How bitcoin could be as revolutionary as the internet

The digital currency will be as big a gamechanger as the internet, says Ken Tindell.

Bitcoin is all over the news again. China has banned banks from transacting in the digital currency, just as Bank of America Merrill Lynch has argued that it has a ‘fair value’ of $1,300. But none of these stories grasp the really interesting part – how the underlying bitcoin platform itself can be used to manage the ownership of real-world assets.

At heart, bitcoin is simply a huge public ledger, recording who gave what to whom and when: a long list of transactions (27 million at last count), replicated across a network of thousands of computers.

To work out how much bitcoin money you have, you just look down the list of your transactions and add them up. To give someone bitcoin money, you send a ‘transfer please’ message to the network, which copies the request around the computers and checks all is in order.

It is put in a block of transactions, which are added to the ledger (the ‘block chain’). You can read more on the inner workings of the currency and how it’s mined at But I want to focus on its wider potential.

Coloured coins and ownership rights

What’s key is that bitcoin transactions are not limited to A-to-B transfers. They can contain far more information, such as multiple payers and payees, and rules on the signatures needed for a payee to collect.

There are even time locks that dictate how long a transaction is valid.

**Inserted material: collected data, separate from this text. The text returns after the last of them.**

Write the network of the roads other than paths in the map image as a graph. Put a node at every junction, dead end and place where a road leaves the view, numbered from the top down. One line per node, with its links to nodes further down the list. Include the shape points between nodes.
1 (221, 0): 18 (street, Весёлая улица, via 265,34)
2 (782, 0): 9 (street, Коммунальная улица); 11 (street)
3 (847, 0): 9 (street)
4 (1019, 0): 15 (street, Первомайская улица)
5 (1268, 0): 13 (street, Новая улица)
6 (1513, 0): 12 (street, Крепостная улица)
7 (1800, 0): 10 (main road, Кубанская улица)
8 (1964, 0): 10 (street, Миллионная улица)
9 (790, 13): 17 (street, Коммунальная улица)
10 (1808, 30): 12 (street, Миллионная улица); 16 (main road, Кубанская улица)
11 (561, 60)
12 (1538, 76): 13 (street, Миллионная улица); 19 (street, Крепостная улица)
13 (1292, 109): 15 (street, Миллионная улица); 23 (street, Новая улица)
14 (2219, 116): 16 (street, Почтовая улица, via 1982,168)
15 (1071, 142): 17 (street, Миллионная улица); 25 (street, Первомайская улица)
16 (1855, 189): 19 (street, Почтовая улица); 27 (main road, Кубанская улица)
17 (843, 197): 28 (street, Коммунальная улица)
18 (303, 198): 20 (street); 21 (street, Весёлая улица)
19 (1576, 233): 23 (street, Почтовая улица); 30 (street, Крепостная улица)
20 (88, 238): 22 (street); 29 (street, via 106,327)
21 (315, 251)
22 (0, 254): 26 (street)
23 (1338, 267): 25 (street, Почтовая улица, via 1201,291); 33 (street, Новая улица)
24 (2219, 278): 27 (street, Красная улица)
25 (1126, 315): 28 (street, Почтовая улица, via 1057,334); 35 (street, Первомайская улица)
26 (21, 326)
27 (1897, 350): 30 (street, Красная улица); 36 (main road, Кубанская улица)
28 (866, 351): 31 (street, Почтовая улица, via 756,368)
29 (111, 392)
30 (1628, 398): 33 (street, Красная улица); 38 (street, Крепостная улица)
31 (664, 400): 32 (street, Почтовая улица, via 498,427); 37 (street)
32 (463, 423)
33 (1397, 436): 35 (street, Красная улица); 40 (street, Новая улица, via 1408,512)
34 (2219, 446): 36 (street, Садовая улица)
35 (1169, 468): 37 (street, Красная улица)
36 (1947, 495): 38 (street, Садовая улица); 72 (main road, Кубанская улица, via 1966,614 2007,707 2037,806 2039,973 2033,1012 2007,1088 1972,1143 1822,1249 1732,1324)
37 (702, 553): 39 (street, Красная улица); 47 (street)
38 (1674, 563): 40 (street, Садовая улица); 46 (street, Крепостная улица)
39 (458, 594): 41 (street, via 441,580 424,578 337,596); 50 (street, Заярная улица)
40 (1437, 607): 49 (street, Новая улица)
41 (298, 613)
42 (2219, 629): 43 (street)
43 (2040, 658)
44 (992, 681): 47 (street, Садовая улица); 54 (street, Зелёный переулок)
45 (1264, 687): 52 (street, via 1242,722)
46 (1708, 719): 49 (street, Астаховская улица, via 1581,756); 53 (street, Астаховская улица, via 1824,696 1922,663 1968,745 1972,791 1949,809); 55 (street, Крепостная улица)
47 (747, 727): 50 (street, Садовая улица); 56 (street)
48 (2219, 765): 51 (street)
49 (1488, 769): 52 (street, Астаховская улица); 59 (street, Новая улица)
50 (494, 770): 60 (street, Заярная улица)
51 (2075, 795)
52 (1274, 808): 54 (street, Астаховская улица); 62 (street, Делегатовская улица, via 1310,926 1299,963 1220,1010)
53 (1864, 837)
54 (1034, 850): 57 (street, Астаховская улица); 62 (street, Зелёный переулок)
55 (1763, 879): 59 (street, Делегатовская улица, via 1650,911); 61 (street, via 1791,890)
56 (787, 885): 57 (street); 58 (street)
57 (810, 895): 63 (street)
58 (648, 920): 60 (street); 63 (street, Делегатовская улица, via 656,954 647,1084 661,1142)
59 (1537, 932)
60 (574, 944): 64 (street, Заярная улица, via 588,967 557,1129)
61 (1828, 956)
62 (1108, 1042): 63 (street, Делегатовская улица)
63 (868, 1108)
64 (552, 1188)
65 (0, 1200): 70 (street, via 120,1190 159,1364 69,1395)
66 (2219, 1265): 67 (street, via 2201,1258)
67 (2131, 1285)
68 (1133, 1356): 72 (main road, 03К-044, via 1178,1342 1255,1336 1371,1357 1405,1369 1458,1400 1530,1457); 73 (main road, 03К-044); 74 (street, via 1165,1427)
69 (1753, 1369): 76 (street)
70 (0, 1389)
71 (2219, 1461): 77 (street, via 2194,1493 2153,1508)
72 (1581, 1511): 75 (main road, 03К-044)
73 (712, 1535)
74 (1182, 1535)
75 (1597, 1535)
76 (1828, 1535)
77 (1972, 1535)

This allows quite sophisticated systems to be built, such as escrow agents for payment dispute resolution, time-limited deposits, and the equivalent of post-dated cheques.

This is all part of the bitcoin system and requires no central authority – so you don’t need a bank or trust lawyer acting as an expensive middle man.

In a way, the bitcoin currency is just the first ‘app’ (software application) to run on the bitcoin platform. And just as with the launch of the iPhone, the built-in apps will soon be eclipsed by the innovation the system unleashes.

For example, the concept of ‘coloured coins’ would enable the bitcoin system to manage the ownership of real-world assets – anything from shares to cars. A particular bitcoin would be ‘coloured’ to signify ownership of an asset.

Because the block chain is public, anyone can track the ownership of that Bitcoin (and so the asset itself) through every transaction it has ever been involved in, and see who now owns it. The bitcoin is purely a token – it’s like writing an IOU for a car on a dollar bill, then storing it in a public ledger.

Each colouring scheme defines its own rules, such as who is allowed to issue the coins, how they are redeemed, and the transactions permitted. One use would be for smart devices to hook up to the bitcoin network.

Let’s say you own a device that streams films from the internet (a smart TV, maybe). To do so, it has to connect to a central server (such as iTunes) to implement digital rights management (DRM) and check that you’ve bought the film, before allowing it to be played. This means the film’s producers can only sell via these services. It also means that if the service shuts down, you could lose access to your film library.

In 2008, Microsoft announced it would shut down its MSN Music service (with its ironically named PlaysForSure DRM) and that its US customers would no longer be able to use it to transfer their music to their devices.

Coloured coins would avoid the need for such services. The bitcoin system itself would hold the entitlements. Your device could prove to any server storing the film that it was entitled to play it.

And because bitcoin allows for conditions to be attached to each transaction, films could be rented, sold, re-sold, loaned (one area where physical DVDs still beat online films, for example), or even bequeathed, all at the discretion of the owner.

The filmmaker would control the terms on which it offered its films, which, through competition, would result in a balance being struck between the producers and consumers.

Just as the internet has cut out layers from the distribution network for books and films, bitcoin could take it further, allowing producers to sell direct to consumers, without virtual middle-men, such as iTunes or Amazon, being involved.

An investment revolution

And it’s not just the world of music and film. So much of today’s finance industry is based on trusted central services for trading, for asset registers and for clearing. But the bitcoin network provides a public asset register and decentralised trading.

A company could issue its own shares in the form of coloured coins. The ownership and trading of these would be done via the bitcoin system. No need for share registrars. What would existing organisations do? Offer ancillary services (eg, for collecting dividend payments on behalf of a shareholder)? Will nominee services disappear? Will new ‘low-cost’ venues – cutting out a large part of the costly IT infrastructure currently needed – emerge for trading small business shares? Much will depend on the pace of regulatory change in the area – but the potential is vast.

So the best way to invest in Bitcoin is not to buy the currency, or a high-powered mining set-up, but companies that can offer services and products that run on top of the bitcoin network.

Unless you’re a venture capitalist, that means you’ll have to be patient for now – but in the longer run, be prepared for bitcoin to be as big a gamechanger as the internet.

• Ken Tindell is an entrepreneur with experience in various industries, including automotive, embedded internet, and web TV. He currently runs a software development company.